EXTRACTED ENTRIES:
== Segment start ==
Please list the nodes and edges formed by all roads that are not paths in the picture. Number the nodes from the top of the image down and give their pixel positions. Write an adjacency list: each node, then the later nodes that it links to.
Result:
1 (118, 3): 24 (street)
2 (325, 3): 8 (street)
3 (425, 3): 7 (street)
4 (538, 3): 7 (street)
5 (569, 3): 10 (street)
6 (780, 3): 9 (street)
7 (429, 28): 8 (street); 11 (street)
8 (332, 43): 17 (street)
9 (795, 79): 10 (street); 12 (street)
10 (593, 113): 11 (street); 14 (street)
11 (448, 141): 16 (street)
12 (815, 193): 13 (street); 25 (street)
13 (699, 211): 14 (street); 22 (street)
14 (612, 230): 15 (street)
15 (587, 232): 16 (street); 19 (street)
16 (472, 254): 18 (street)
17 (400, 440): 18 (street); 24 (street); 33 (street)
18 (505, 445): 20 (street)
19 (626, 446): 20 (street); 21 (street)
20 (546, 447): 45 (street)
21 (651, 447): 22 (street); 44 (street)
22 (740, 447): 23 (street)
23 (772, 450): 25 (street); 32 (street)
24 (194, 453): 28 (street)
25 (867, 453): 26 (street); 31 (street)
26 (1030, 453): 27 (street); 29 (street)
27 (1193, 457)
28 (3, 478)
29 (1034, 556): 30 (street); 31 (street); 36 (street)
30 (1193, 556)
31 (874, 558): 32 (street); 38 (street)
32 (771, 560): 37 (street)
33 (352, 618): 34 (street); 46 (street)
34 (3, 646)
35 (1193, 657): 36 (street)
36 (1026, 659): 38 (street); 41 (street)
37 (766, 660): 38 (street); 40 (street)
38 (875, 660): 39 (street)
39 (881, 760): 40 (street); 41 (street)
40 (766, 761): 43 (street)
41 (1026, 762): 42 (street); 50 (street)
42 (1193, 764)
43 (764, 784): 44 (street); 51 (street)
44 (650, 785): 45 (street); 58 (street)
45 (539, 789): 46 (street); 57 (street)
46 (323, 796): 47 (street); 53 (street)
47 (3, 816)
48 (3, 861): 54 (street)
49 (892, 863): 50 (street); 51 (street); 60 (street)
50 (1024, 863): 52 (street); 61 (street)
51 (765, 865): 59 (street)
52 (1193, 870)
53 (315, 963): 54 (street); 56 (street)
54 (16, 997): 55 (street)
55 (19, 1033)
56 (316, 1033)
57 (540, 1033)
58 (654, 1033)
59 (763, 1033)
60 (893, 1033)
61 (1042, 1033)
== Segment end ==
WORK INSTRUCTIONS: Repeat the records above in full, character for character.

SOLVED PROBLEM:
Please list the nodes and edges formed by all roads that are not paths in the picture. Number the nodes from the top of the image down and give their pixel positions. Write an adjacency list: each node, then the later nodes that it links to.
Result:
1 (118, 3): 24 (street)
2 (325, 3): 8 (street)
3 (425, 3): 7 (street)
4 (538, 3): 7 (street)
5 (569, 3): 10 (street)
6 (780, 3): 9 (street)
7 (429, 28): 8 (street); 11 (street)
8 (332, 43): 17 (street)
9 (795, 79): 10 (street); 12 (street)
10 (593, 113): 11 (street); 14 (street)
11 (448, 141): 16 (street)
12 (815, 193): 13 (street); 25 (street)
13 (699, 211): 14 (street); 22 (street)
14 (612, 230): 15 (street)
15 (587, 232): 16 (street); 19 (street)
16 (472, 254): 18 (street)
17 (400, 440): 18 (street); 24 (street); 33 (street)
18 (505, 445): 20 (street)
19 (626, 446): 20 (street); 21 (street)
20 (546, 447): 45 (street)
21 (651, 447): 22 (street); 44 (street)
22 (740, 447): 23 (street)
23 (772, 450): 25 (street); 32 (street)
24 (194, 453): 28 (street)
25 (867, 453): 26 (street); 31 (street)
26 (1030, 453): 27 (street); 29 (street)
27 (1193, 457)
28 (3, 478)
29 (1034, 556): 30 (street); 31 (street); 36 (street)
30 (1193, 556)
31 (874, 558): 32 (street); 38 (street)
32 (771, 560): 37 (street)
33 (352, 618): 34 (street); 46 (street)
34 (3, 646)
35 (1193, 657): 36 (street)
36 (1026, 659): 38 (street); 41 (street)
37 (766, 660): 38 (street); 40 (street)
38 (875, 660): 39 (street)
39 (881, 760): 40 (street); 41 (street)
40 (766, 761): 43 (street)
41 (1026, 762): 42 (street); 50 (street)
42 (1193, 764)
43 (764, 784): 44 (street); 51 (street)
44 (650, 785): 45 (street); 58 (street)
45 (539, 789): 46 (street); 57 (street)
46 (323, 796): 47 (street); 53 (street)
47 (3, 816)
48 (3, 861): 54 (street)
49 (892, 863): 50 (street); 51 (street); 60 (street)
50 (1024, 863): 52 (street); 61 (street)
51 (765, 865): 59 (street)
52 (1193, 870)
53 (315, 963): 54 (street); 56 (street)
54 (16, 997): 55 (street)
55 (19, 1033)
56 (316, 1033)
57 (540, 1033)
58 (654, 1033)
59 (763, 1033)
60 (893, 1033)
61 (1042, 1033)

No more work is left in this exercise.